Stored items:
*** Block opens ***
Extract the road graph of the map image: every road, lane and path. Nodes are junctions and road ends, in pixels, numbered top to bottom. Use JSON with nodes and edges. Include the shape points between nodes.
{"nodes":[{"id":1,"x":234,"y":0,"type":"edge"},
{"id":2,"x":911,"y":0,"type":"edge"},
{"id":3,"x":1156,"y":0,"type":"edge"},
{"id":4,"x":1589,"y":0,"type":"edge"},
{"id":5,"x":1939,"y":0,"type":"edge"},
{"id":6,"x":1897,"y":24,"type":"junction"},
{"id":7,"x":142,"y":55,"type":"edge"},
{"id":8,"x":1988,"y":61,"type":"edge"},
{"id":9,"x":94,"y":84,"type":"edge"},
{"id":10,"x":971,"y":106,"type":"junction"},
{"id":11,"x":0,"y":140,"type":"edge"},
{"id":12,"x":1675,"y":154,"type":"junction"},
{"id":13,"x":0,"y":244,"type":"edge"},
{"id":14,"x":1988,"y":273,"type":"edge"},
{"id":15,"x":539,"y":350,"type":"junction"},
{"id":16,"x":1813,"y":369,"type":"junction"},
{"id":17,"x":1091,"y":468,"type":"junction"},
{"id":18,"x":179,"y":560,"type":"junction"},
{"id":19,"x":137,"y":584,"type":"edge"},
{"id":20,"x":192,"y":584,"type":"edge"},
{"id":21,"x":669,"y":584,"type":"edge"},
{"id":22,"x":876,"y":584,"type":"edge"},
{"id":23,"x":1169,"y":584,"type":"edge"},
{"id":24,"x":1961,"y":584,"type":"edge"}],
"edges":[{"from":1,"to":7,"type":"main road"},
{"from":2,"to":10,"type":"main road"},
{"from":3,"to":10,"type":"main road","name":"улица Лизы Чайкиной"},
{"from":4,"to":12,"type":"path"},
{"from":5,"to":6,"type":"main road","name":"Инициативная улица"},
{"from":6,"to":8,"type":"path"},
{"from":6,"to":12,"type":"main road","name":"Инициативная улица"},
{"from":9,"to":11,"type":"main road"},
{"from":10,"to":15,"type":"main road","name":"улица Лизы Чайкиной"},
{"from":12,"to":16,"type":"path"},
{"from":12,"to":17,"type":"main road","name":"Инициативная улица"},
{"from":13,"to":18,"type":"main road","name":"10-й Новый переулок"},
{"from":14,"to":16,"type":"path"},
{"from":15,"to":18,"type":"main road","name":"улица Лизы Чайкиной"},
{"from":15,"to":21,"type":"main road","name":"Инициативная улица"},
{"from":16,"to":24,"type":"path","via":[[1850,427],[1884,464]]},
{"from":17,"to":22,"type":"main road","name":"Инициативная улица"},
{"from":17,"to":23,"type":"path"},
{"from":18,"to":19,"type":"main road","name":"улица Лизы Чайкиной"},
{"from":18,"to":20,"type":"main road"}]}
*** Block closes ***
Your goal: Set every entry down once more, exactly as written above.

Expected answer:
Extract the road graph of the map image: every road, lane and path. Nodes are junctions and road ends, in pixels, numbered top to bottom. Use JSON with nodes and edges. Include the shape points between nodes.
{"nodes":[{"id":1,"x":234,"y":0,"type":"edge"},
{"id":2,"x":911,"y":0,"type":"edge"},
{"id":3,"x":1156,"y":0,"type":"edge"},
{"id":4,"x":1589,"y":0,"type":"edge"},
{"id":5,"x":1939,"y":0,"type":"edge"},
{"id":6,"x":1897,"y":24,"type":"junction"},
{"id":7,"x":142,"y":55,"type":"edge"},
{"id":8,"x":1988,"y":61,"type":"edge"},
{"id":9,"x":94,"y":84,"type":"edge"},
{"id":10,"x":971,"y":106,"type":"junction"},
{"id":11,"x":0,"y":140,"type":"edge"},
{"id":12,"x":1675,"y":154,"type":"junction"},
{"id":13,"x":0,"y":244,"type":"edge"},
{"id":14,"x":1988,"y":273,"type":"edge"},
{"id":15,"x":539,"y":350,"type":"junction"},
{"id":16,"x":1813,"y":369,"type":"junction"},
{"id":17,"x":1091,"y":468,"type":"junction"},
{"id":18,"x":179,"y":560,"type":"junction"},
{"id":19,"x":137,"y":584,"type":"edge"},
{"id":20,"x":192,"y":584,"type":"edge"},
{"id":21,"x":669,"y":584,"type":"edge"},
{"id":22,"x":876,"y":584,"type":"edge"},
{"id":23,"x":1169,"y":584,"type":"edge"},
{"id":24,"x":1961,"y":584,"type":"edge"}],
"edges":[{"from":1,"to":7,"type":"main road"},
{"from":2,"to":10,"type":"main road"},
{"from":3,"to":10,"type":"main road","name":"улица Лизы Чайкиной"},
{"from":4,"to":12,"type":"path"},
{"from":5,"to":6,"type":"main road","name":"Инициативная улица"},
{"from":6,"to":8,"type":"path"},
{"from":6,"to":12,"type":"main road","name":"Инициативная улица"},
{"from":9,"to":11,"type":"main road"},
{"from":10,"to":15,"type":"main road","name":"улица Лизы Чайкиной"},
{"from":12,"to":16,"type":"path"},
{"from":12,"to":17,"type":"main road","name":"Инициативная улица"},
{"from":13,"to":18,"type":"main road","name":"10-й Новый переулок"},
{"from":14,"to":16,"type":"path"},
{"from":15,"to":18,"type":"main road","name":"улица Лизы Чайкиной"},
{"from":15,"to":21,"type":"main road","name":"Инициативная улица"},
{"from":16,"to":24,"type":"path","via":[[1850,427],[1884,464]]},
{"from":17,"to":22,"type":"main road","name":"Инициативная улица"},
{"from":17,"to":23,"type":"path"},
{"from":18,"to":19,"type":"main road","name":"улица Лизы Чайкиной"},
{"from":18,"to":20,"type":"main road"}]}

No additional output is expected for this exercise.